Boost logo

Boost :

Subject: Re: [boost] [fusion] html docs woes
From: Joel de Guzman (joel_at_[hidden])
Date: 2011-07-20 19:49:24


On 7/21/2011 4:30 AM, Eric Niebler wrote:
> On 7/19/2011 10:58 PM, Daniel James wrote:
>> On 20 July 2011 06:20, Joel de Guzman <joel_at_[hidden]> wrote:
>>> On 7/20/2011 11:30 AM, Eric Niebler wrote:
>>>>
>>>> So I just generated the new Fusion HTML docs and did an svn diff. The
>>>> resulting diff file is 1,617 lines, and is too large for me to post
>>>> here, weighing in at 112K.
>> [snip]
>>>
>>> If that's the case, then that is clearly unacceptable. I was under the
>>> impression that this has been fixed? Daniel? Hartmut? John?
>>
>> Not fixed, but improved. In a previous check-in (r72930) the svn diff
>> of the generated html was 872K.
>>
>> The improvement was acheived by adding ids to headings in quickbook,
>> because if they don't have them docbook generates random ids for them.
>> There are still ids generated for some things. I had a look at recent
>> changes to the spirit documentation and fixed a couple of them the
>> other day (on legalnotice and footnotes). Looking at the fusion
>> documentation there also seem to be a few for tables, which I can
>> probably fix. But I don't think I can completely fix this, certainly
>> not for anyone using a boostbook generated reference.
>>
>> The last revised dates are generated by quickbook. It'd be quite easy
>> to add a flag to suppress them. I don't like them much anyway, since
>> they tend to be misleading.
>
> Joel, would you accept a patch to remove the generated HTML docs and
> integrate Fusion docs into the regular Boost doc build?

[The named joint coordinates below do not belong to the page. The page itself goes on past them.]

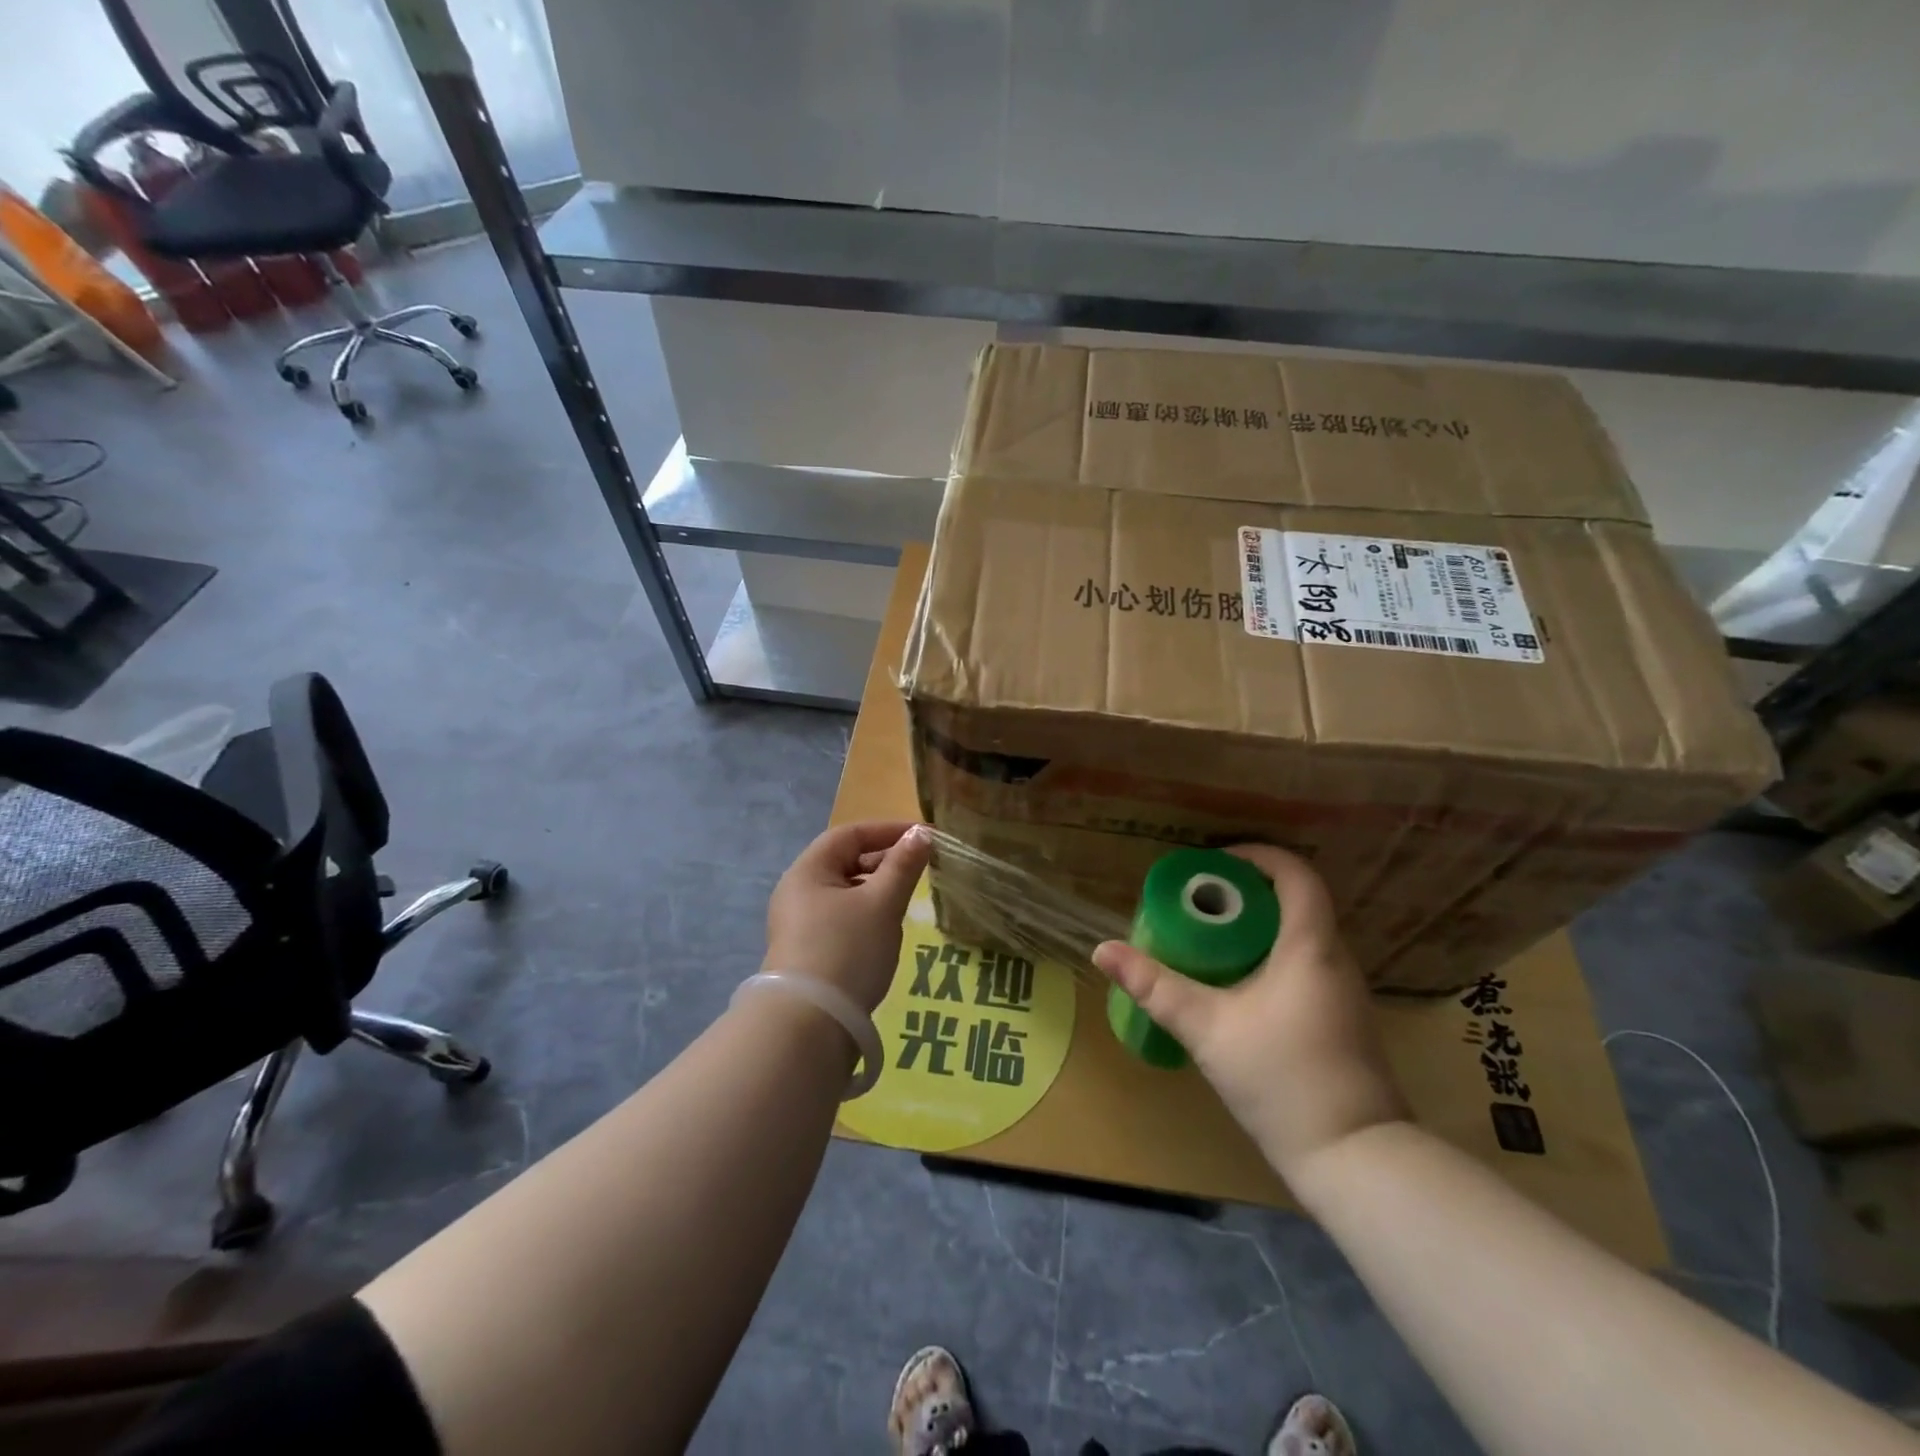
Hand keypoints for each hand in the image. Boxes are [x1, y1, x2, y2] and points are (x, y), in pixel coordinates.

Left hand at [765, 822, 931, 1012]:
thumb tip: (920, 834)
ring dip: (875, 888)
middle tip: (919, 868)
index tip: (924, 836)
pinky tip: (884, 930)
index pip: (850, 834)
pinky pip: (839, 917)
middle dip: (883, 860)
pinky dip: (864, 913)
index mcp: (808, 870)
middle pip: (844, 861)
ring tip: (905, 899)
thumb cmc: (848, 950)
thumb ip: (903, 866)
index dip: (888, 830)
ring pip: (843, 891)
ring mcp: (797, 923)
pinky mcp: (805, 951)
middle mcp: (796, 891)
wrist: (809, 1026)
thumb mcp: (882, 904)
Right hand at [1091, 844, 1409, 1181]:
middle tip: (1197, 903)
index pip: (1296, 874)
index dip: (1257, 856)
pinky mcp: (1341, 1018)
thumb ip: (1154, 986)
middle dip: (1245, 892)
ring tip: (1207, 938)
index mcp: (1310, 947)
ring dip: (1256, 925)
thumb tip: (1102, 949)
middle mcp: (1334, 959)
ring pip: (1299, 934)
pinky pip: (1304, 963)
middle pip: (1295, 900)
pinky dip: (1269, 954)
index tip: (1212, 865)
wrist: (1355, 1159)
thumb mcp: (1206, 1028)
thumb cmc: (1282, 1079)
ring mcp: (1344, 991)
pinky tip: (1236, 982)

If we have to do it, let's do it for Spirit and Phoenix as well.
There are some minor issues still not discussed though.
Hand-picking from John:

* One size fit's all chunking scheme - it works for small libraries - but IMO larger
libraries with complex documentation hierarchies would be rendered almost unreadable (I'm
thinking of Boost.Math here).
* No way to insert any library specific XSL options - for example the Math library uses
.png's for html and SVG's for PDF output which requires some fancy XSL footwork that other
libraries wouldn't want I'm sure.

If we could move to a unified, but still distributed scheme; (oxymoron (*)? )
or at least have that as a goal, then by all means.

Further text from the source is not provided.